| Task brief |
Copy every line of the data that contains the string "dead".

(Data shown begins)

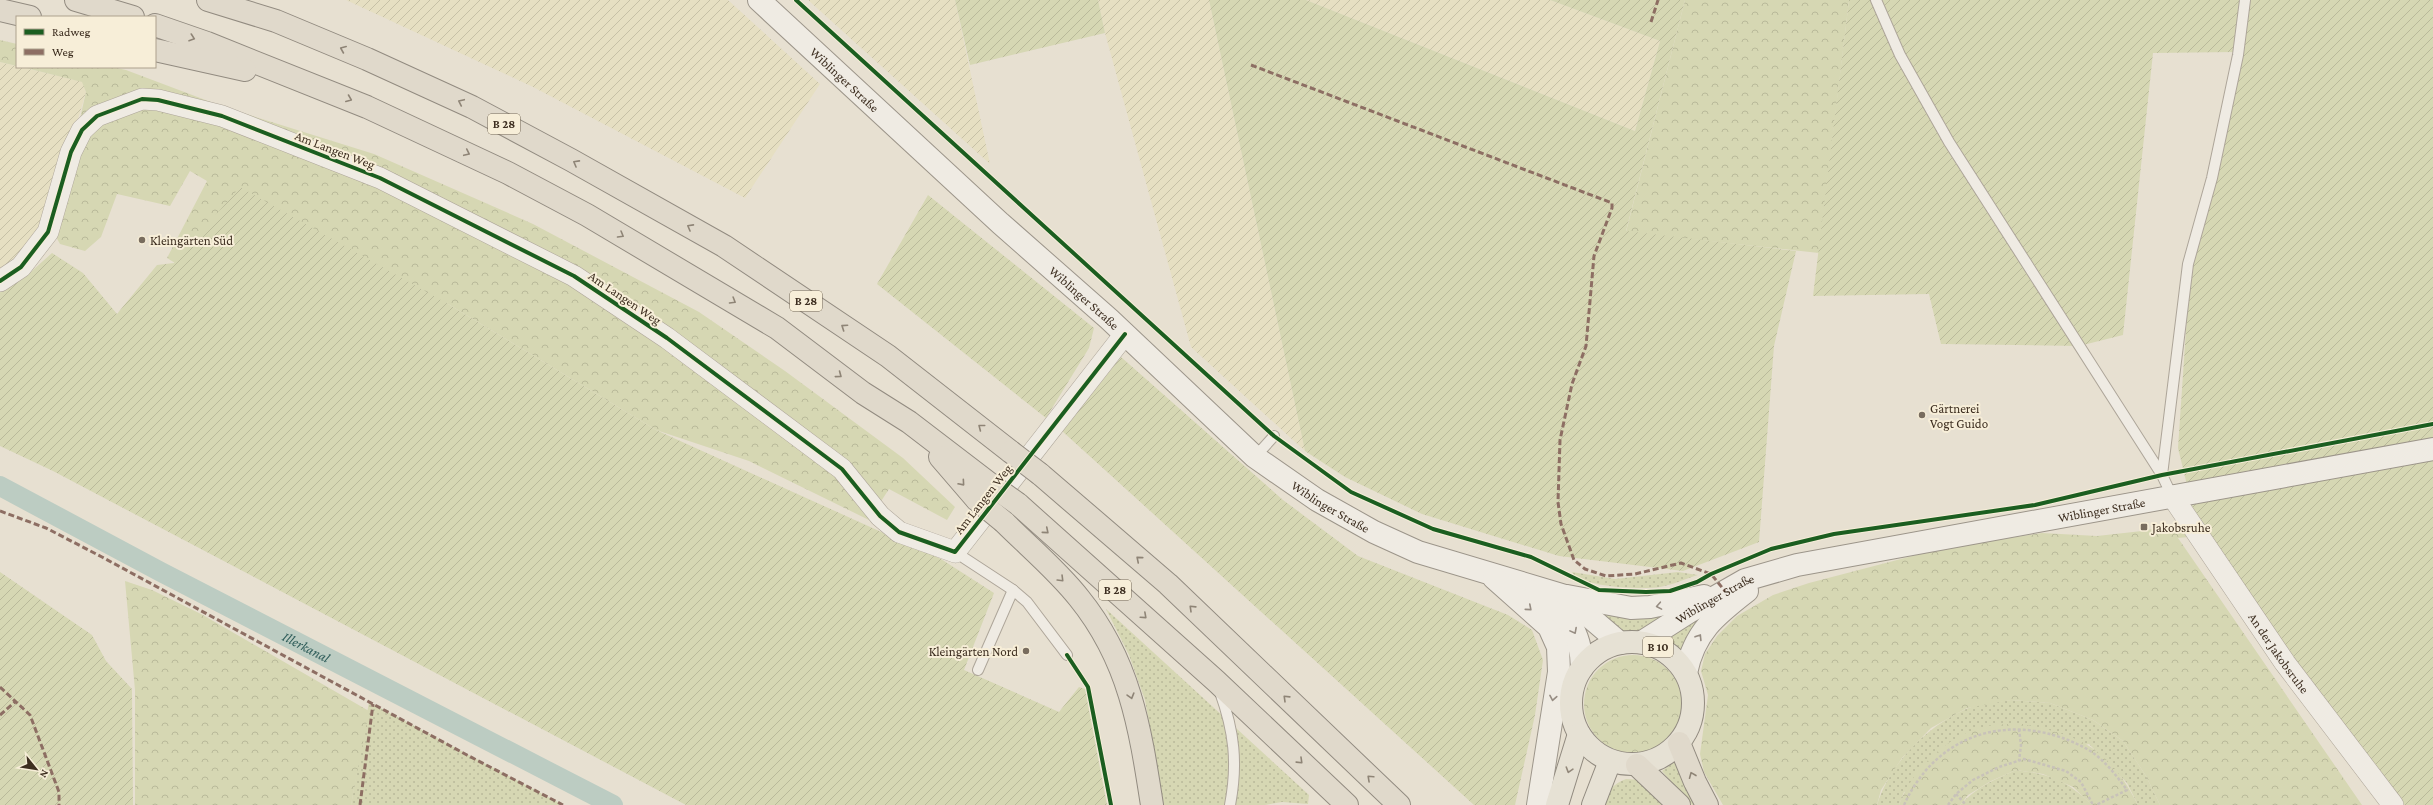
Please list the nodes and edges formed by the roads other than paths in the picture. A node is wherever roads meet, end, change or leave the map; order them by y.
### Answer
1 (76, 0) edge
2 (208, 0) edge
3 (237, 0) edge
4 (759, 0) edge
5 (1876, 0) edge
6 (2245, 0) edge
7 (0, 10) edge
8 (26, 16) edge
9 (130, 16) edge
10 (276, 21) junction
11 (156, 25) edge
12 (156, 50) edge
13 (313, 84) junction
14 (0, 281) edge
15 (1125, 334) junction
16 (1274, 436) dead end
17 (2433, 449) edge
18 (1255, 457) junction
19 (2162, 475) junction
20 (984, 492) junction
21 (2172, 496) junction
22 (955, 552) junction
23 (1489, 573) junction
24 (1770, 574) junction
25 (1527, 584) junction
26 (1013, 590) junction
27 (1724, 591) junction
28 (1565, 596) junction
29 (1642, 642) junction
30 (1620, 643) junction
31 (1067, 655) dead end
32 (1582, 668) junction
33 (978, 670) dead end
34 (1686, 673) junction
35 (1216, 680) junction
36 (1579, 734) junction
37 (1679, 744) junction
38 (1610, 761) junction
39 (1637, 765) junction
40 (1152, 805) edge
41 (1230, 805) edge
42 (1346, 805) edge
43 (1399, 805) edge
44 (1538, 805) edge
45 (1557, 805) edge
46 (1593, 805) edge
47 (1679, 805) edge
48 (1707, 805) edge
49 (2393, 805) edge

1 - 9 highway
2 - 10 highway, B 28
3 - 10 highway
4 - 15 main road, Wiblinger Straße
5 - 19 lane
6 - 19 lane
7 - 8 highway
43 -> 10 highway, B 28, bridge
11 -> 13 highway
12 - 13 highway
13 -> 20 highway
14 - 22 street, Am Langen Weg
15 - 18 main road, Wiblinger Straße
15 - 22 street, Am Langen Weg
16 - 18 lane
17 - 21 main road, Wiblinger Straße
18 - 23 main road, Wiblinger Straße
19 - 21 lane
20 -> 35 highway, B 28, bridge
20 -> 40 highway, bridge
21 - 24 main road, Wiblinger Straße
21 - 49 street, An der Jakobsruhe
22 - 26 lane
23 - 25 main road, Wiblinger Straße
23 -> 44 main road
24 - 27 main road, Wiblinger Straße
34 -> 24 main road, Wiblinger Straße
25 - 28 main road, Wiblinger Straße
25 -> 32 main road, Wiblinger Straße
26 - 31 lane
26 - 33 lane
27 -> 28 main road
27 - 29 main road, Wiblinger Straße
28 - 30 main road, Wiblinger Straße
29 - 30 main road, B 10
29 - 34 main road, B 10
30 - 32 main road, B 10
32 - 36 main road, B 10
34 - 37 main road, B 10
35 - 41 lane
35 -> 42 highway, B 28
36 - 38 main road, B 10
36 -> 45 main road
37 - 39 main road, B 10
48 -> 37 highway
38 - 39 main road, B 10
38 - 46 main road
39 - 47 highway

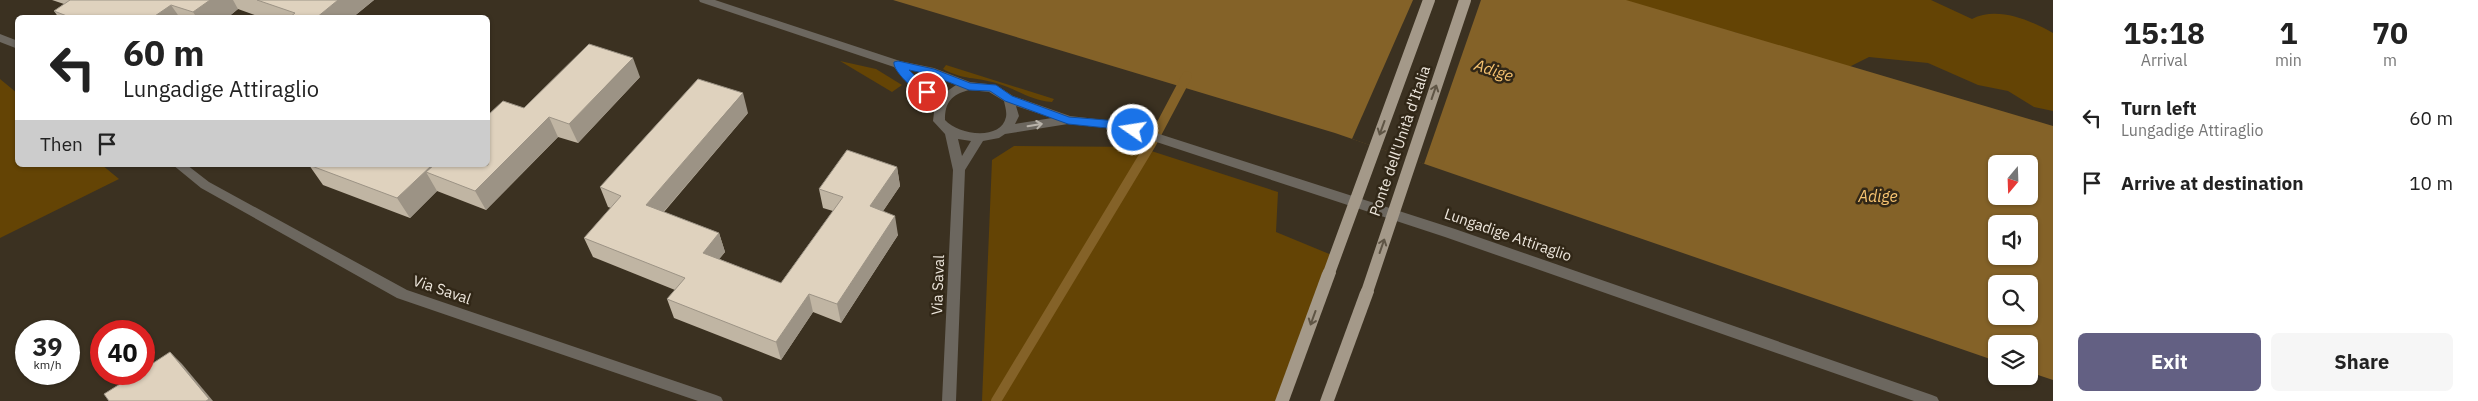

(Data shown ends)

| Reply |
16 (1274, 436) dead end
31 (1067, 655) dead end
33 (978, 670) dead end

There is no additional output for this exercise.